Chaudhri has launched — and tweeted about — two fundraising campaigns: one is a GoFundMe campaign to establish a fund for awards for under-represented young scholars in her field to attend the annual Research Society on Alcoholism conference; the other is an annual award in her name at Concordia for graduate fellowships for under-represented students who want to study neuroscience. The university has earmarked funds to support the Nadia Chaudhri Wingspan Award.

“Nadia Chaudhri is an important and passionate researcher who has contributed extensively to putting the neurosciences on the Concordia map,” said Louis Patrick Leroux, associate dean of research in Concordia’s faculty of arts and science. “And she feels very strongly about the need for greater representation based on principles of equity, diversity and inclusion.”

As a woman in neuroscience, Chaudhri herself faced challenges, “mostly in the form of not being taken seriously, having my opinions be undervalued and unwanted interest from senior male faculty,” she said. She left Pakistan at 17 to attend university in the United States and was “never comfortable expressing my identity as a Pakistani Muslim, largely because 9/11 happened when I was in grad school.”

The initial $50,000 goal for the GoFundMe campaign, launched April 7, was raised in less than a day. The fund was approaching $135,000 when she linked the fundraising page to her May 11 expression of gratitude for the outpouring on Twitter. After that, donors more than doubled to 2,600 and the fund spiked to $193,000.

On leave from Concordia since May 2020, Chaudhri had to make the heartbreaking decision to wind down her research laboratory. But she has stayed in touch with her graduate students, meeting virtually with them every week. They “know what they need to do,” she said. “They all have co-supervisors to go to for help. We just submitted a paper.

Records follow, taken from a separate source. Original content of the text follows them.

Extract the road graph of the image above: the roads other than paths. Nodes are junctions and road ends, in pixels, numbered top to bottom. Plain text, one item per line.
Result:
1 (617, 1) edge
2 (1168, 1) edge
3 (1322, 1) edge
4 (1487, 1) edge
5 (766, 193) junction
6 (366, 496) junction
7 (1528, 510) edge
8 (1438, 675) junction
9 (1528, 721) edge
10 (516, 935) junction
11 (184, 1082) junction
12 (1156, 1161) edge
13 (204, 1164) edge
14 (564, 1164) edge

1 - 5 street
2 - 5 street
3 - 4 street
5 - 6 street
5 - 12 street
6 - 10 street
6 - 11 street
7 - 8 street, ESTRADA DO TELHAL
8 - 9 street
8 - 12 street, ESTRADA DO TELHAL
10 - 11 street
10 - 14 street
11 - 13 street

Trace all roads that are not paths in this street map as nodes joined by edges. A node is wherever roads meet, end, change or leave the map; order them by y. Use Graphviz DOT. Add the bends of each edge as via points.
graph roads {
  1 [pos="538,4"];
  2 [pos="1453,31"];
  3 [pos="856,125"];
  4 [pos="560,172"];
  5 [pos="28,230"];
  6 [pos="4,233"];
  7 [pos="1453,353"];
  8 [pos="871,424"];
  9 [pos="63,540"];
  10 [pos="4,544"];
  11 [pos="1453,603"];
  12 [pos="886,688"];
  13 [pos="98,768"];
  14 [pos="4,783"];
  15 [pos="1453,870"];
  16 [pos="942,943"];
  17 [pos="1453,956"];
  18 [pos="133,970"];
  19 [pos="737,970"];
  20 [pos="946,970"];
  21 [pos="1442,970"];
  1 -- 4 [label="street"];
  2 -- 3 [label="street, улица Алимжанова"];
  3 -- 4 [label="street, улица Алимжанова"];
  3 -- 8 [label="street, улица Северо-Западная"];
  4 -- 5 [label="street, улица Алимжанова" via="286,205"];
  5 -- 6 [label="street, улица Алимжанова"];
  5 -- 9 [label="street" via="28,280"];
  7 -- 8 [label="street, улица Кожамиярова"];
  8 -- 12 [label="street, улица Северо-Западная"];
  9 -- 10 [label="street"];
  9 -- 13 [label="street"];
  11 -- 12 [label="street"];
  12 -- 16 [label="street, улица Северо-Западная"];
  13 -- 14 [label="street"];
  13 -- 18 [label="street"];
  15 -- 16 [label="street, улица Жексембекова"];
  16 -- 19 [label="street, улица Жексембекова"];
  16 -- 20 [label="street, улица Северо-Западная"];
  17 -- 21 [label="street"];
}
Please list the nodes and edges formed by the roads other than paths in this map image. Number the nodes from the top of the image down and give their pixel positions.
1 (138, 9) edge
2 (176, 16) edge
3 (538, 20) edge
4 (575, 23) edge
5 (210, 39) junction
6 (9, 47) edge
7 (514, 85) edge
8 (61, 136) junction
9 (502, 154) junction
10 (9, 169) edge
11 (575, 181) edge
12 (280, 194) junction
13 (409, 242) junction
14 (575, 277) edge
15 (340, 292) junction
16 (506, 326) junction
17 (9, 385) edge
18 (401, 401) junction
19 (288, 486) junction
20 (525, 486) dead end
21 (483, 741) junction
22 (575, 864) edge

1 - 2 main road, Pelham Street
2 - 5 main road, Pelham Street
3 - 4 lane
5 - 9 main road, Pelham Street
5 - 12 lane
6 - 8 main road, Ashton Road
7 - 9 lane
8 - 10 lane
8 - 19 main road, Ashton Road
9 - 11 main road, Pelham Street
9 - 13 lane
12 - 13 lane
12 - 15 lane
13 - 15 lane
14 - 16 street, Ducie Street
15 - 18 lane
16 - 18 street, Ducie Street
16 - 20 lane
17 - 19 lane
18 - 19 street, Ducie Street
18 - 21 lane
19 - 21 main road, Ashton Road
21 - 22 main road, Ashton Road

My students are doing their work and, when I can’t, they will finish the work.”

Ovarian cancer is diagnosed in about 3,100 women in Canada each year; an estimated 1,950 die from the disease. Symptoms are often vague and the disease is advanced when it is diagnosed. Cure rates have not changed much in 30 years. About 80 per cent of ovarian cancer deaths are in women with high-grade serous carcinoma, which continues to be diagnosed after the cancer has silently spread.

“I am mad as hell that I was misdiagnosed for so long. And mad as hell that there’s been minimal progress in the treatment of ovarian cancer,” Chaudhri tweeted on World Ovarian Cancer Day.

There is some hope for early detection, when cure rates are still high, in a diagnostic tool being tested at the MUHC in a Phase 3 clinical trial: DOvEEgene (Detecting Ovarian and Endometrial Cancers Early Using Genomics).

“DOvEEgene brings much hope because it is able to detect somatic mutations, which are early events in the development of cancer,” said Gilbert, senior scientist at the Research Institute of the MUHC and head of the DOvEEgene research team in 2020, when $6.24 million in funding for the initiative was announced.

Chaudhri, meanwhile, is “savouring every moment,” as she tweeted. “Receiving and giving as much love as I can.”